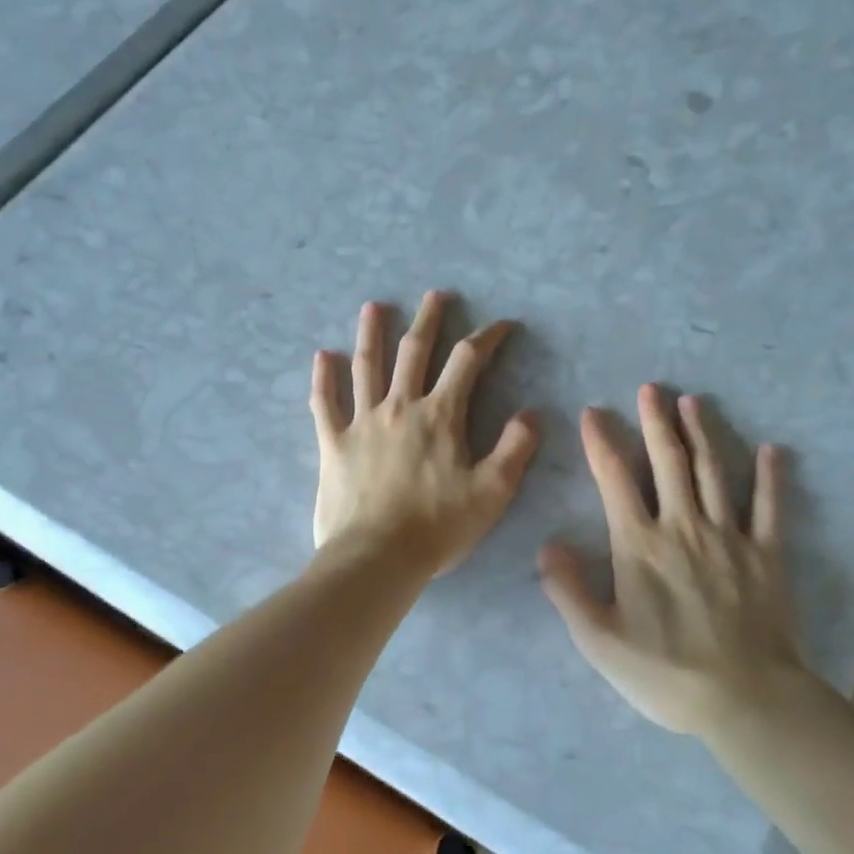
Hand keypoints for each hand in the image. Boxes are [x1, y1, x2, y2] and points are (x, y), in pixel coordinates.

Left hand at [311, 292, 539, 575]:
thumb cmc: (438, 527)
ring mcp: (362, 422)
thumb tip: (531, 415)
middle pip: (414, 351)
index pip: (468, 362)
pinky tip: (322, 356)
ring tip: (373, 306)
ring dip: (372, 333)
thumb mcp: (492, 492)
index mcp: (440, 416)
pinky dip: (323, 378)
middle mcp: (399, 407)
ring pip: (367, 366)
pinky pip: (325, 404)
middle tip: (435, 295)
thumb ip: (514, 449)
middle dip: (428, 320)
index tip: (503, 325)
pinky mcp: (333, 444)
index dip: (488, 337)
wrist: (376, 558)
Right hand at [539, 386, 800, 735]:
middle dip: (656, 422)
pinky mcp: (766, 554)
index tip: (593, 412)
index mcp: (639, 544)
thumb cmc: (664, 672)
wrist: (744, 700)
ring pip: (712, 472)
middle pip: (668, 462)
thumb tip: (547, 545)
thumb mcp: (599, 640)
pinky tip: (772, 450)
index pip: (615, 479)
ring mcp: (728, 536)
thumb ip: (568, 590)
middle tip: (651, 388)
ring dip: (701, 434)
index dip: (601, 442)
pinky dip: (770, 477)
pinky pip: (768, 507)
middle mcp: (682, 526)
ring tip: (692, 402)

* * *

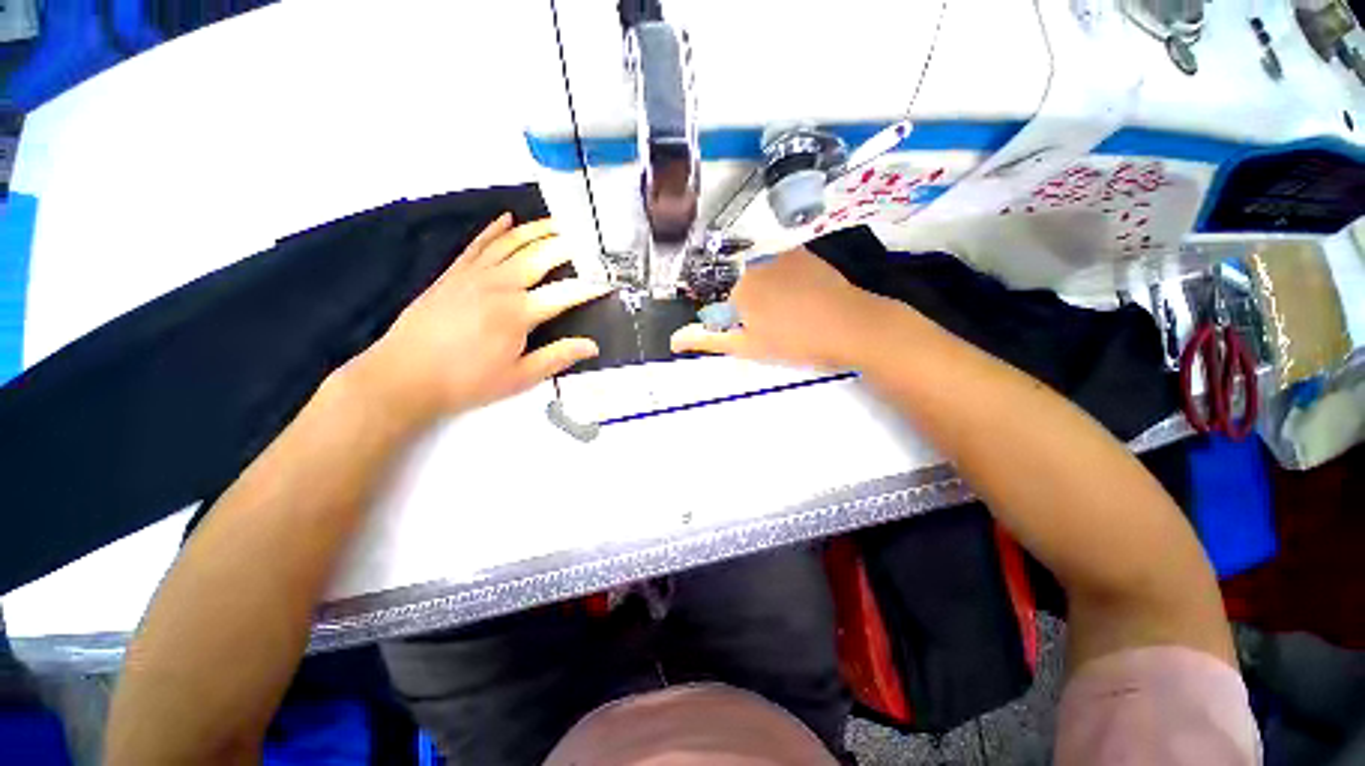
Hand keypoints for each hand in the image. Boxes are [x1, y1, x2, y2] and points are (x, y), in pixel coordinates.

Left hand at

* * *

Exercise
Reproduce word for word the material above, beginning with the line that contains "thumb cmc: (438, 527)" and ending with the line that contains "middle dip: (428, 320)".

Solution for this exercise
thumb cmc: (438, 527)
ring mcp: (362, 422)
thumb tip: (531, 415)
middle pip: (414, 351)
index pip: (468, 362)
pinky tip: (322, 356)
ring tip: (373, 306)
ring dip: (372, 333)
thumb mcp: (492, 492)
index mcp: (440, 416)
pinky dip: (323, 378)
middle mcp: (399, 407)
ring pip: (367, 366)
pinky pip: (325, 404)
middle tip: (435, 295)
thumb ip: (514, 449)
middle dip: (428, 320)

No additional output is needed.